**What the exercise asks**
Below are the entries; return every line among them that holds the word "document".

═════ Task data ═════

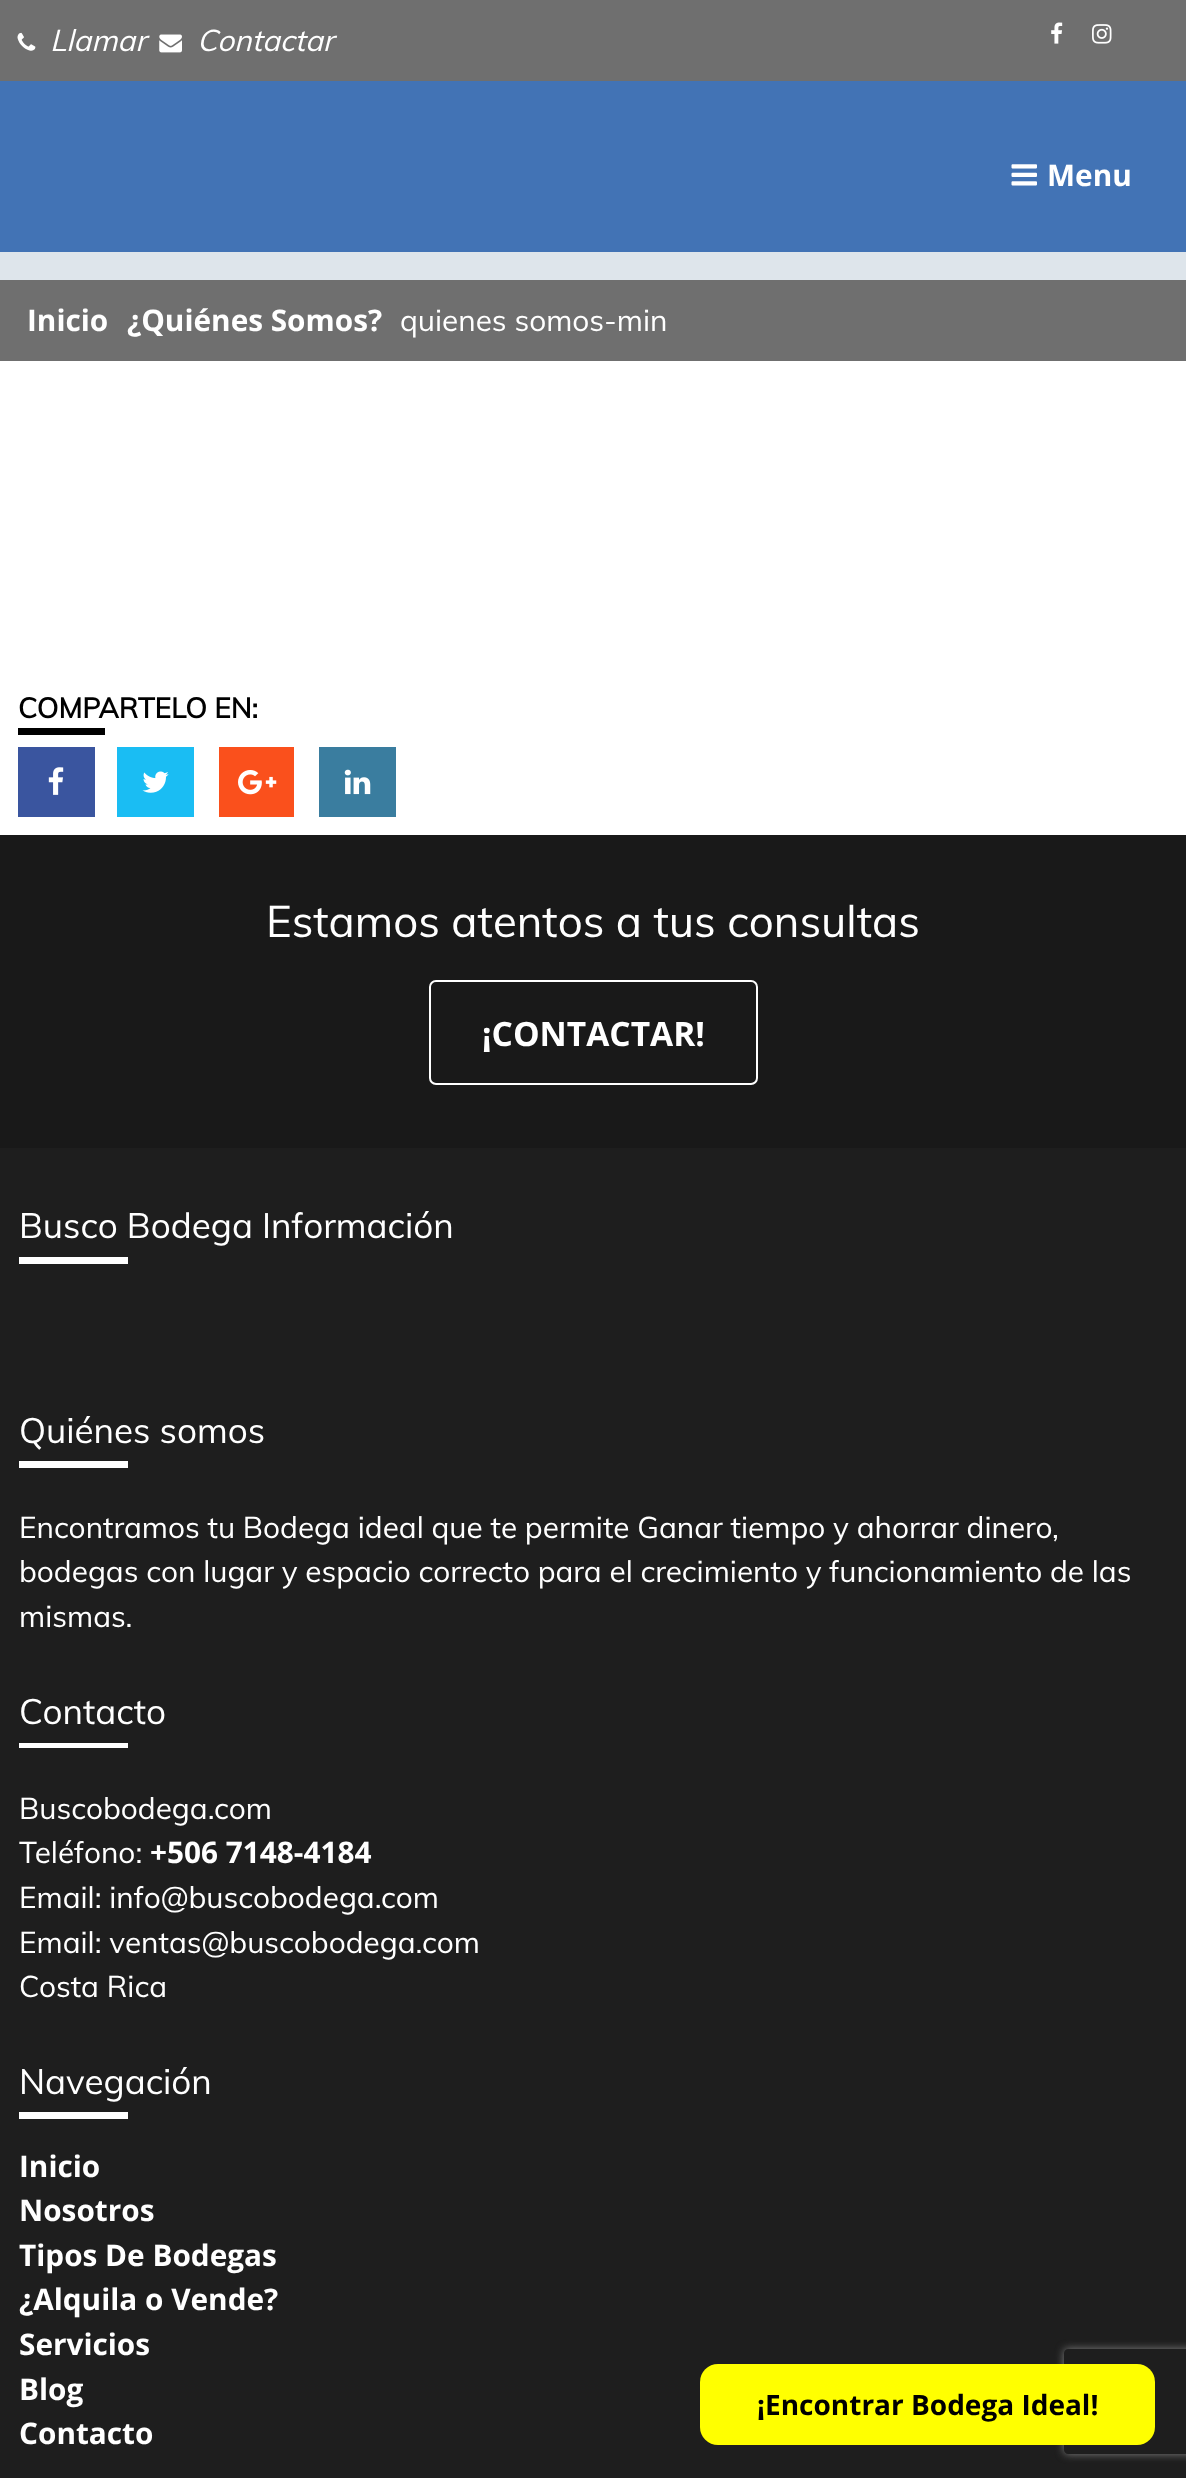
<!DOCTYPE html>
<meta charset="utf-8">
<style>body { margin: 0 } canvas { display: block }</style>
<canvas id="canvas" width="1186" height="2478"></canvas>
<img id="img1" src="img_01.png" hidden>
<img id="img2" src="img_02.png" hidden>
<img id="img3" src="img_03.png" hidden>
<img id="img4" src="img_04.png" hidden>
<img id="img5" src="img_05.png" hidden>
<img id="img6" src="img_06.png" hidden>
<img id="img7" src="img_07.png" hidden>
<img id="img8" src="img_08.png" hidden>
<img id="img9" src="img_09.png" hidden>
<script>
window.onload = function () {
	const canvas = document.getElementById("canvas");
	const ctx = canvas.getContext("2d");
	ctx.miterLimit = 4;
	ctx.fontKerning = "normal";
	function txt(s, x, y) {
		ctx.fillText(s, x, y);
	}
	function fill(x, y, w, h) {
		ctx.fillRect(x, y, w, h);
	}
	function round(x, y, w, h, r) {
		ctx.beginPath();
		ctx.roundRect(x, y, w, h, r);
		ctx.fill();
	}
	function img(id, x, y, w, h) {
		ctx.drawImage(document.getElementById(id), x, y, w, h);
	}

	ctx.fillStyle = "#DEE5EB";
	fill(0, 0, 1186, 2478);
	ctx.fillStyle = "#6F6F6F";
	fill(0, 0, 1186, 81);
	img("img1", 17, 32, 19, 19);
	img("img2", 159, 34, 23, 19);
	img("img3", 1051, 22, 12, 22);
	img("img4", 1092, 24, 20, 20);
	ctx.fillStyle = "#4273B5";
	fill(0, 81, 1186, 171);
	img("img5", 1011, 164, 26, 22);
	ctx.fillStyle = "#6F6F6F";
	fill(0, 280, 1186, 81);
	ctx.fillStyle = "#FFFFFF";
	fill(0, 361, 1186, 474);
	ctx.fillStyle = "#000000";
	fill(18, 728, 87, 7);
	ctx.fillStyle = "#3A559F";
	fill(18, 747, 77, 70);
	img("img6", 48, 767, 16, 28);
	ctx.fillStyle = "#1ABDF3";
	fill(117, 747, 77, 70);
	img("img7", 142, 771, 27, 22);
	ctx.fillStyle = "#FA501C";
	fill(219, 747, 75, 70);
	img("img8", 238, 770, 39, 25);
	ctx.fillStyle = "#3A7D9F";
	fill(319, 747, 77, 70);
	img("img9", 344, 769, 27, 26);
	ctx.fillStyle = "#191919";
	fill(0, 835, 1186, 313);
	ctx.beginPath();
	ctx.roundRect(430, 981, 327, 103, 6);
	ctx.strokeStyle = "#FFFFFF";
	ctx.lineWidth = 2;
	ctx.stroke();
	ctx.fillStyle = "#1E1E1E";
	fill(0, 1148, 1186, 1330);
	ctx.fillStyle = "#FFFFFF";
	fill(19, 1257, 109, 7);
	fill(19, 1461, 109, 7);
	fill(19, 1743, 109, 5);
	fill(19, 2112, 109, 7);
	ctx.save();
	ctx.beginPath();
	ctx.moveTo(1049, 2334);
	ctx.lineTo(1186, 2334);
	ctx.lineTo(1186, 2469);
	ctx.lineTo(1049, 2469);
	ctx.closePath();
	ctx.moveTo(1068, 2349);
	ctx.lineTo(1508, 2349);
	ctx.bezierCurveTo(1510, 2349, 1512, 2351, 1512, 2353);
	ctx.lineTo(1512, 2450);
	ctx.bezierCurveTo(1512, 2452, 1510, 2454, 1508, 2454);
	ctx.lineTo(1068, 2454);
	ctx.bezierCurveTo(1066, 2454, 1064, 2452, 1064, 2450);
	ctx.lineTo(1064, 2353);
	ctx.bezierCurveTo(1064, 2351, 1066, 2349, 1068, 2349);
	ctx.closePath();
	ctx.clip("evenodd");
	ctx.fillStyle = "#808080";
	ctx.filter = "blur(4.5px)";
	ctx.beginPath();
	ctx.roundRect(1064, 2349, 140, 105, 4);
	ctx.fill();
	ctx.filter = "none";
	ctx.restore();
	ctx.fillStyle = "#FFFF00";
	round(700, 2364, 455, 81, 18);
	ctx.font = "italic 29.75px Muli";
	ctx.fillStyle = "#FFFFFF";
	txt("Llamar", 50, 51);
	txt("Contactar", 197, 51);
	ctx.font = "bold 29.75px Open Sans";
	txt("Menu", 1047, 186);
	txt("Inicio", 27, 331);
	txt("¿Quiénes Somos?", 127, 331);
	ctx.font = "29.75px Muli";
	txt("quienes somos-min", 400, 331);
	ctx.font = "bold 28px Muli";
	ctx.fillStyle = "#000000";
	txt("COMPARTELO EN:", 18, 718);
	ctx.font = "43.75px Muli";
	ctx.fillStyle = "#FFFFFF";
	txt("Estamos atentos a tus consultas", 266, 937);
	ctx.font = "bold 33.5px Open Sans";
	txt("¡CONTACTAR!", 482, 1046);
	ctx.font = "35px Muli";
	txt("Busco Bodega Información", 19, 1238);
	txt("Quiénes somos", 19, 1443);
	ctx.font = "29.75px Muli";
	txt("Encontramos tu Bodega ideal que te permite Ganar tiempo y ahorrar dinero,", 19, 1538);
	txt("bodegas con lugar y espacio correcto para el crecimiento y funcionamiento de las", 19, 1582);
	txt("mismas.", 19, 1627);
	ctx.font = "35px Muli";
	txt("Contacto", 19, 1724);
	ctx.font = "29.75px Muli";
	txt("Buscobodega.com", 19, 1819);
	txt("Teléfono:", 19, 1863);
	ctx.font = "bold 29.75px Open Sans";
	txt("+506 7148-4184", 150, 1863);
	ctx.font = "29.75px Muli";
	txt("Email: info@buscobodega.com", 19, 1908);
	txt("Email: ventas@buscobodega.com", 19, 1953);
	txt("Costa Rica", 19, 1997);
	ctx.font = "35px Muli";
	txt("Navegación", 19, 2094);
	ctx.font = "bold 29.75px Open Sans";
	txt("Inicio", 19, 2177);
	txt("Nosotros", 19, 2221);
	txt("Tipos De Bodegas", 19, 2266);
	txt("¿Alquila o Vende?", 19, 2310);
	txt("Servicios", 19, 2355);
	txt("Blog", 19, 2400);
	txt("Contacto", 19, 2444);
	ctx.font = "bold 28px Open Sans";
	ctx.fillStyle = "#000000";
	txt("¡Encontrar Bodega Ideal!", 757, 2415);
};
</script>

═════

**Solution to the exercise**
	const canvas = document.getElementById("canvas");
		ctx.drawImage(document.getElementById(id), x, y, w, h);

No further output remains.